WHAT IS NEEDED:
Your answer should be every line of the records that contains the word "nodes", copied as it stands.

(Stored data)
++++
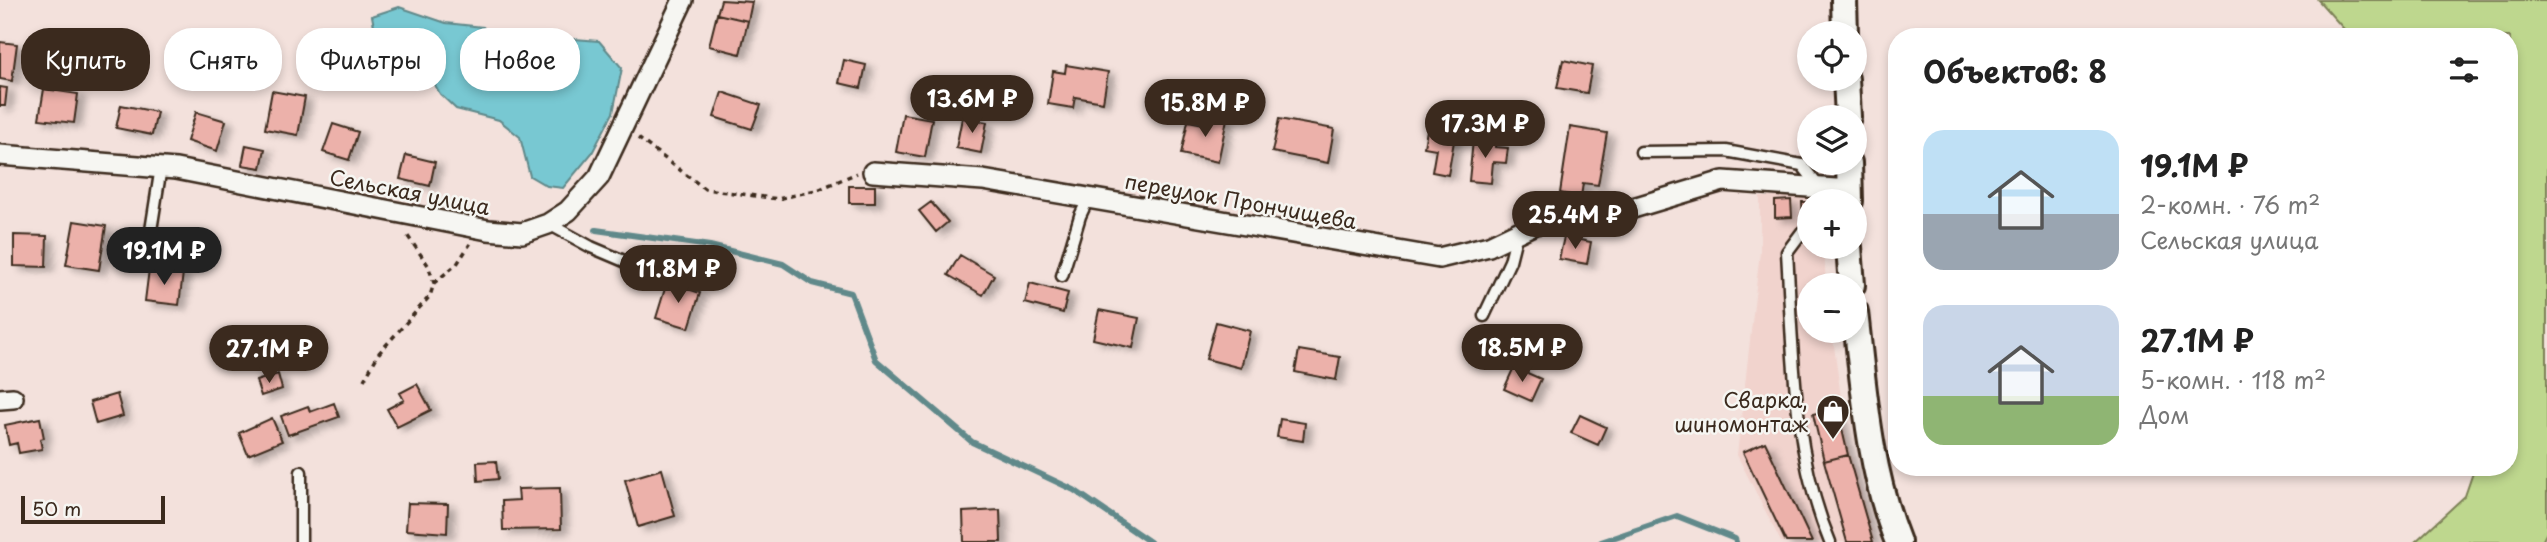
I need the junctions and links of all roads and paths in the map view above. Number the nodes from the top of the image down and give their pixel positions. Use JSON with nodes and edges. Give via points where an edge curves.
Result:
{"nodes":[{"id":1,"x":683,"y":0,"type":"edge"},
{"id":2,"x":1843,"y":0,"type":"edge"},
{"id":3,"x":1844,"y":21,"type":"edge"},
{"id":4,"x":636,"y":137,"type":"dead end"},
{"id":5,"x":1640,"y":152,"type":"dead end"},
{"id":6,"x":0,"y":155,"type":"edge"},
{"id":7,"x":161,"y":167,"type":"junction"},
{"id":8,"x":873,"y":172,"type":"joint"},
{"id":9,"x":1821,"y":188,"type":"junction"},
{"id":10,"x":1825,"y":189,"type":"edge"},
{"id":11,"x":1090,"y":196,"type":"junction"},
{"id":12,"x":548,"y":224,"type":"junction"},
{"id":13,"x":401,"y":225,"type":"dead end"},
{"id":14,"x":1517,"y":232,"type":"junction"},
{"id":15,"x":1797,"y":238,"type":"edge"},
{"id":16,"x":472,"y":240,"type":"dead end"},
{"id":17,"x":149,"y":243,"type":"dead end"},
{"id":18,"x":650,"y":272,"type":"dead end"},
{"id":19,"x":1062,"y":276,"type":"dead end"},
{"id":20,"x":434,"y":283,"type":"junction"},
{"id":21,"x":1484,"y":316,"type":"dead end"},
{"id":22,"x":1859,"y":343,"type":"edge"},
{"id":23,"x":364,"y":380,"type":"dead end"},
{"id":24,"x":300,"y":472,"type":"dead end"},
{"id":25,"x":301,"y":542,"type":"edge"},
{"id":26,"x":1830,"y":542,"type":"edge"},
{"id":27,"x":1898,"y":542,"type":"edge"}],
"edges":[{"from":1,"to":12,"type":"street","name":"Сельская улица","via":[[599,177],[568,211]]},
{"from":2,"to":3,"type":"street"},
{"from":4,"to":8,"type":"path","via":[[705,189],[778,199],[820,189],[856,173]]},
{"from":5,"to":9,"type":"lane","via":[[1726,151],[1802,165]]},
{"from":6,"to":7,"type":"street","name":"Сельская улица"},
{"from":7,"to":12,"type":"street","name":"Сельская улица","via":[[488,230],[522,233]]},
{"from":7,"to":17,"type":"lane"},
{"from":8,"to":11,"type":"street","name":"переулок Прончищева","via":[[983,180]]},
{"from":9,"to":10,"type":"street","name":"переулок Прончищева"},
{"from":9,"to":14,"type":"street","name":"переулок Прончищева","via":[[1723,181],[1623,211],[1535,224]]},
{"from":11,"to":14,"type":"street","name":"переулок Прончищева","via":[[1439,258],[1489,246]]},
{"from":11,"to":19,"type":"lane"},
{"from":12,"to":18,"type":"lane"},
{"from":13,"to":20,"type":"path","via":[[428,265]]},
{"from":14,"to":21,"type":"lane","via":[[1510,261]]},
{"from":15,"to":26,"type":"lane","via":[[1787,251],[1797,407],[1817,511]]},
{"from":16,"to":20,"type":"path","via":[[457,264]]},
{"from":20,"to":23,"type":"path","via":[[430,296],[379,353]]},
{"from":22,"to":27,"type":"street","via":[[1869,433]]},
{"from":24,"to":25,"type":"lane"}]}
++++
EXERCISE RESPONSE:
I need the junctions and links of all roads and paths in the map view above. Number the nodes from the top of the image down and give their pixel positions. Use JSON with nodes and edges. Give via points where an edge curves.
{"nodes":[{"id":1,"x":683,"y":0,"type":"edge"},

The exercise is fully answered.